I am not sure that you have fully grasped the former President of the Republic’s positions on NATO or the importance he attached to strengthening the European Union’s role on the international stage. I also think it might be useful for me to provide you with a few facts so that you may have a more up-to-date and better informed view of the realities.
One of the first decisions taken by President Chirac after his election in
1995 was to move closer to the NATO structures, particularly its military ones.
France is among the five leading troop contributors to NATO operations and one of the three largest financial contributors to the Alliance operations with the United States and Germany. France is providing on average one sixth of the manpower of the NATO Response Force (NRF).
Regarding Afghanistan, what you said about France’s role totally misrepresents the facts. From day one, France has been involved in fighting the Taliban and has provided air and maritime support for that operation.
France has also been fully involved in the NATO/ISAF operation, which was led by a French General last year. A French General now commands the ISAF force in the Kabul region. France continues to play a key role in training the Afghan army. Finally, President Chirac announced an increase of our contribution to ISAF during the Riga Summit.
France is providing these contributions for Afghanistan, while at the same time being heavily involved in a number of difficult peacekeeping operations (Côte d’Ivoire, Bosnia, Kosovo, Lebanon).

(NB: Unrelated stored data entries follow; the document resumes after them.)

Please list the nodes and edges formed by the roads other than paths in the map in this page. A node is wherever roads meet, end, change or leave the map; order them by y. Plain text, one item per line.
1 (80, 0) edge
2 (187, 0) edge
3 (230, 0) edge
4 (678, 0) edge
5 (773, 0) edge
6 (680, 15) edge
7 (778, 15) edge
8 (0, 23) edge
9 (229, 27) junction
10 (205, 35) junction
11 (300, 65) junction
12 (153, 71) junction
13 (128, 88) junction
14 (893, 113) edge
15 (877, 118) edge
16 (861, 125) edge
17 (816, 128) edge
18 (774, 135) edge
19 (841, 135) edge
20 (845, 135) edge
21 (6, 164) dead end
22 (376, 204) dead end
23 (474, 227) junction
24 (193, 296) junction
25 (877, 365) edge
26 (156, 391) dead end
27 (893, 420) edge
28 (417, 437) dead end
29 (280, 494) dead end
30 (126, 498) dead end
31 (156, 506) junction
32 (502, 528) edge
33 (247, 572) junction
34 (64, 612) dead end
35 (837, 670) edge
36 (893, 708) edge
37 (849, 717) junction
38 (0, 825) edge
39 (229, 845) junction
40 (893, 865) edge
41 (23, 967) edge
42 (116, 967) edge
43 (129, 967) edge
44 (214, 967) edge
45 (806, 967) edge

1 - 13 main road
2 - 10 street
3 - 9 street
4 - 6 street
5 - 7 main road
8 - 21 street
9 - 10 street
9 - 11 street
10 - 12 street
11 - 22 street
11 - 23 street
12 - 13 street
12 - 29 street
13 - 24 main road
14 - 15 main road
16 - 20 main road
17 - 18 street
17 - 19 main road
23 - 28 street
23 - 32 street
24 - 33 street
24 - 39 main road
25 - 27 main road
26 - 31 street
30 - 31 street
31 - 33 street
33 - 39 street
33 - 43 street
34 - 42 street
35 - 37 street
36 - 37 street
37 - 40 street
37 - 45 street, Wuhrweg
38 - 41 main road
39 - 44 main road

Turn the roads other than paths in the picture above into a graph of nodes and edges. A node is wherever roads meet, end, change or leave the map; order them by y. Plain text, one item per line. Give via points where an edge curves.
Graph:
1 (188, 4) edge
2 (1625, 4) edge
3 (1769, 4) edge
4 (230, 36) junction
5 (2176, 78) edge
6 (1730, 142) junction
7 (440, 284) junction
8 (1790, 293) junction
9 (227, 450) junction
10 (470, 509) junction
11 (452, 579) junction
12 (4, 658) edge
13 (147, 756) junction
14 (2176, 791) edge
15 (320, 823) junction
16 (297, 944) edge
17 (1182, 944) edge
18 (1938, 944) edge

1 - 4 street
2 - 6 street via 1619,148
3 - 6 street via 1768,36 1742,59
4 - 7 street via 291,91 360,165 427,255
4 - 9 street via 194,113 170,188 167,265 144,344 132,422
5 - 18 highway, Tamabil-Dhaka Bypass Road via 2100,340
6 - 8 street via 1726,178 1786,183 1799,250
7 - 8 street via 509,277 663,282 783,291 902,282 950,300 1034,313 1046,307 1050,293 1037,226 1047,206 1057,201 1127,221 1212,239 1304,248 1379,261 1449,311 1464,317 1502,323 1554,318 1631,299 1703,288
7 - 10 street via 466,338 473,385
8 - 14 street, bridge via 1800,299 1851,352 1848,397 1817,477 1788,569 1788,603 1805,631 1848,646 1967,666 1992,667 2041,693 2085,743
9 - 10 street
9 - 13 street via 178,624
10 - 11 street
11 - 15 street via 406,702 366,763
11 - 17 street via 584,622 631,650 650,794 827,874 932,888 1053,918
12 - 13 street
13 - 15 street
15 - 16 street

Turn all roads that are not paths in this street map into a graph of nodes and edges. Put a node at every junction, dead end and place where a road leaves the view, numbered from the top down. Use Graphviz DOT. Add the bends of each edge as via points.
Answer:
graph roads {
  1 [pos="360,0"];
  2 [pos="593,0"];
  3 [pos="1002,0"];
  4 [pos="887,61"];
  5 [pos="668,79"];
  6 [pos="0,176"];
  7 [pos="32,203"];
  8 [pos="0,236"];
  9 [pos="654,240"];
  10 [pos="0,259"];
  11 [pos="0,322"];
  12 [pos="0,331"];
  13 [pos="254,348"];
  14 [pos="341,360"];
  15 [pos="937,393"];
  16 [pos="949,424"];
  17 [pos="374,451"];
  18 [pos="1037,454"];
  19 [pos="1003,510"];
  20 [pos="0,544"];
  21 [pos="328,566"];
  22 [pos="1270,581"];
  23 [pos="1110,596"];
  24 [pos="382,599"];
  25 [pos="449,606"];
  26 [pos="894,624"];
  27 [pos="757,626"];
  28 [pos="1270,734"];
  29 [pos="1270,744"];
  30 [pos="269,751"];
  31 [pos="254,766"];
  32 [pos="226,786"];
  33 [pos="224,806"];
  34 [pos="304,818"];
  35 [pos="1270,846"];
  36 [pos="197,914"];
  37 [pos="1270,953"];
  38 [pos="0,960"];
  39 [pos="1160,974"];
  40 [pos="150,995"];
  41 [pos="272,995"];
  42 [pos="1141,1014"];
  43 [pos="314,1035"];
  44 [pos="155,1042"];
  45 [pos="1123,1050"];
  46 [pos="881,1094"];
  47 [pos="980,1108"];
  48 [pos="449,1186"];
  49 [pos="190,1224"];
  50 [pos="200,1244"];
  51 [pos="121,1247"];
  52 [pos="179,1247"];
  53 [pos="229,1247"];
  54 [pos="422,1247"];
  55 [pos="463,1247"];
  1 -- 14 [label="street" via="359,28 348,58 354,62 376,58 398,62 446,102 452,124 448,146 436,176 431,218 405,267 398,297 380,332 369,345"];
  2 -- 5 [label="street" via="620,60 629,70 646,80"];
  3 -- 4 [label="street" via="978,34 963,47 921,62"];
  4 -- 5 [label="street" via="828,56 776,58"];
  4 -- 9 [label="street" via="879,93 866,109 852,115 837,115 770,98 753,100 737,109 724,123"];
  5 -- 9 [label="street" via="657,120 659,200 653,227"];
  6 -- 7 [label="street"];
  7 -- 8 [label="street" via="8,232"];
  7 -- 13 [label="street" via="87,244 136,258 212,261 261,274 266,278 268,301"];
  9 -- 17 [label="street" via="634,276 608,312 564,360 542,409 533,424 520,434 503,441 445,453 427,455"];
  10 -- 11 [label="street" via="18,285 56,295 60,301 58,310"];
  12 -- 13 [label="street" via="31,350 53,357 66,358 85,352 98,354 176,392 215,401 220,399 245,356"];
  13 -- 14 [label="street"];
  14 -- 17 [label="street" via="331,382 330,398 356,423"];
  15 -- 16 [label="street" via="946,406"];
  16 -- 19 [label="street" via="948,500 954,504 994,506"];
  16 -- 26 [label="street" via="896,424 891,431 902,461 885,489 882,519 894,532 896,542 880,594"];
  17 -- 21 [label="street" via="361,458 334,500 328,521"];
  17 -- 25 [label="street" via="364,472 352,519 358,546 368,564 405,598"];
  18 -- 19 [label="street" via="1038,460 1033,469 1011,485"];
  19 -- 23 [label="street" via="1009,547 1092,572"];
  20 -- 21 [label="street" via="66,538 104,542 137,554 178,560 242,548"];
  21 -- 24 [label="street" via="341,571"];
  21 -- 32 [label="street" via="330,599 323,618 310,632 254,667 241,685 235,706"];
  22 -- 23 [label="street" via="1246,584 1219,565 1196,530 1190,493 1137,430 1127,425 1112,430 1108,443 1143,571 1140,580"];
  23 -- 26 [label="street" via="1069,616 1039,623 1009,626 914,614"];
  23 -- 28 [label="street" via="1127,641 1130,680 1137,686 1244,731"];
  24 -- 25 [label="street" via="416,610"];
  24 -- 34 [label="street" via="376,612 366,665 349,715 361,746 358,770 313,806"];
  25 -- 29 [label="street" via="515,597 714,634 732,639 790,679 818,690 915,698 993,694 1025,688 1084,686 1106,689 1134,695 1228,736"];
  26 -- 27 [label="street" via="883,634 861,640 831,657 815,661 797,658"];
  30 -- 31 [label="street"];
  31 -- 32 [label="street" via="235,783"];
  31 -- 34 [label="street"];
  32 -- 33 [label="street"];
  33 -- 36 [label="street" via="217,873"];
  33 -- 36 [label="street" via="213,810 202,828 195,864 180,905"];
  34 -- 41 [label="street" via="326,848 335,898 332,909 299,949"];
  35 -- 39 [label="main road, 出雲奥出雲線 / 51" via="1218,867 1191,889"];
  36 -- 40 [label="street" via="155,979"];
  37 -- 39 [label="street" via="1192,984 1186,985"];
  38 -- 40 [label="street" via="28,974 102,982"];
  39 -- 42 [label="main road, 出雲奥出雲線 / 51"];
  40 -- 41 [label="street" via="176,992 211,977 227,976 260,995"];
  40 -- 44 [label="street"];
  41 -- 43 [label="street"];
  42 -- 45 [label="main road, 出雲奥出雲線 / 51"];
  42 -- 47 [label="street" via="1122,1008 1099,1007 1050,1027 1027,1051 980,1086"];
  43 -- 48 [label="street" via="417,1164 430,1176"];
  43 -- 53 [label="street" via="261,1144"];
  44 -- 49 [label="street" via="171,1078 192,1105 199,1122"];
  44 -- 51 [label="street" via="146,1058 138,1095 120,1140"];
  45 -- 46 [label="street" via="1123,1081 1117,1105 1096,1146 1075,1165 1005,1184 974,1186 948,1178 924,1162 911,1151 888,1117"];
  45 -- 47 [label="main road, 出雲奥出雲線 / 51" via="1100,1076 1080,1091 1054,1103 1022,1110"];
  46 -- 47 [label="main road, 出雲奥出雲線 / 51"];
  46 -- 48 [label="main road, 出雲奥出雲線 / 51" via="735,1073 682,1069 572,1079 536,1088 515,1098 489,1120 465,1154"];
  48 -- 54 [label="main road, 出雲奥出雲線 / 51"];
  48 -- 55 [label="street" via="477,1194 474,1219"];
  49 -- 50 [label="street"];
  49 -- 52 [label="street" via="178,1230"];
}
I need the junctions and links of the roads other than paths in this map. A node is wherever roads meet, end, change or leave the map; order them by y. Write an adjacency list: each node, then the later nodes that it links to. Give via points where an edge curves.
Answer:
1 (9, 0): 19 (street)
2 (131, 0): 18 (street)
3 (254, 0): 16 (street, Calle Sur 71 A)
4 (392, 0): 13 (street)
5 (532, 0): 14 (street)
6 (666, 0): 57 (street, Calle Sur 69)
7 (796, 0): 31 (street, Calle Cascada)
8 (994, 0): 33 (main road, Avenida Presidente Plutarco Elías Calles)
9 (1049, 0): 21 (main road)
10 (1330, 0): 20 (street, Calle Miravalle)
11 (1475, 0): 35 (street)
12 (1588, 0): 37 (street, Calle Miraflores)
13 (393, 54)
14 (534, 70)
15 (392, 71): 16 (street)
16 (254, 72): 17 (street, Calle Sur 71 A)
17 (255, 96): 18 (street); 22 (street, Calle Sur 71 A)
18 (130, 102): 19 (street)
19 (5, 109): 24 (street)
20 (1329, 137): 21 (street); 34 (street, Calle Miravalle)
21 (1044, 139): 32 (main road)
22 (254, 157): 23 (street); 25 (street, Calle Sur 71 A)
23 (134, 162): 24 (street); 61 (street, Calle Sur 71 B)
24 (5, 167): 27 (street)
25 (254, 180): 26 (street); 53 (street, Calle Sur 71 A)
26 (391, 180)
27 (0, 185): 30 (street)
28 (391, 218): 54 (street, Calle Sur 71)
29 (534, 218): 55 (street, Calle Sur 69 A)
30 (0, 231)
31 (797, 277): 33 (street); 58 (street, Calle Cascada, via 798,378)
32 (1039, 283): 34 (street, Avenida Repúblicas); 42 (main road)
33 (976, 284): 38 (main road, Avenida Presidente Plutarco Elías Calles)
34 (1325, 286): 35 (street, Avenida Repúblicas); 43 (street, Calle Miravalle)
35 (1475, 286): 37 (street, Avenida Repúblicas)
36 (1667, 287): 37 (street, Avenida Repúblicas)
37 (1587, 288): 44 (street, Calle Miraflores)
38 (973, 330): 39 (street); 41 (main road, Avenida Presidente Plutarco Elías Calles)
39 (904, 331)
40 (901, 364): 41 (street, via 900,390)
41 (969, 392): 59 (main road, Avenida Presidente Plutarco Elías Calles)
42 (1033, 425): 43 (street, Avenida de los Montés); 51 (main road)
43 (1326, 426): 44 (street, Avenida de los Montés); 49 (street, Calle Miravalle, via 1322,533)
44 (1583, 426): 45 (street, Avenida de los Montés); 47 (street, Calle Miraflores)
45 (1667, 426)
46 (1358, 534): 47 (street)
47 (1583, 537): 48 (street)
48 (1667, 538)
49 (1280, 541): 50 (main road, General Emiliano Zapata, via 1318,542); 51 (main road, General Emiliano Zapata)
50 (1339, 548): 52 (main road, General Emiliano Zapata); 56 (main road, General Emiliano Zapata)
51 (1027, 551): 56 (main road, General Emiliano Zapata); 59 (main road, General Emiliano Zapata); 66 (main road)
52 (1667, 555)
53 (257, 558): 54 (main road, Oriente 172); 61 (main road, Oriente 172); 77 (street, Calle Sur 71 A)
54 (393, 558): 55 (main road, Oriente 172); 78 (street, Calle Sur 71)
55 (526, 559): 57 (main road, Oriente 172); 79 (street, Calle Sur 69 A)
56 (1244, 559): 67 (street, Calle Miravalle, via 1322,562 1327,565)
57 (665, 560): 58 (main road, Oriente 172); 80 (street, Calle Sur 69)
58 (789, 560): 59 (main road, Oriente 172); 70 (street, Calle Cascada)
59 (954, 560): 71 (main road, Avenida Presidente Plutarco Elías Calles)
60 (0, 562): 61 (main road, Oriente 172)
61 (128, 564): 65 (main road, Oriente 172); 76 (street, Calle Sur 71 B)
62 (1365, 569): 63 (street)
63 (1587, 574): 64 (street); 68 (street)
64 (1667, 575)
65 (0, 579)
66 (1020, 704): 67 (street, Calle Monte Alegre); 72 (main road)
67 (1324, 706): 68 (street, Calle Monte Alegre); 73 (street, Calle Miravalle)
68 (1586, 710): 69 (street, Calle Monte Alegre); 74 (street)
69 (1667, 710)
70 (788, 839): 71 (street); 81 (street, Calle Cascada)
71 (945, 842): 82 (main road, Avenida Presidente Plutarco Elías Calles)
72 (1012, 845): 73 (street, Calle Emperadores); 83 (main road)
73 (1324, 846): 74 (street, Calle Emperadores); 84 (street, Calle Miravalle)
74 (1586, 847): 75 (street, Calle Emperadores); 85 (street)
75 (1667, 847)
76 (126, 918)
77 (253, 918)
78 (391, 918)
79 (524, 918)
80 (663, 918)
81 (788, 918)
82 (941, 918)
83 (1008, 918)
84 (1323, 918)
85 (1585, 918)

As regards France’s so-called desire to weaken NATO, it was not President Chirac, or any other French leader but Mr Donald Rumsfeld who stated that "the mission determines the coalition", which is the negation of a permanent alliance.
Finally, as regards European defence, you seem to forget that all the important steps which have been taken in this respect have been the result of a joint Franco-British initiative (Berlin in 1996, Saint-Malo in 1998) and that the development of the ESDP over the past few years has been based on the need to strengthen the European capabilities, which is good not only for Europe, but also for the strength and cohesion of the Atlantic Alliance.
The message from the declaration of Saint-Malo in 1998 was that France and the UK, because they are the two countries which have military capabilities and the political will to act, and are permanent members of the Security Council, have a special responsibility to join their efforts for the good of Europe to meet the common threats and challenges we face. This message is even more relevant today. Now is not the time to indulge in futile ideological quarrels which belong to the past.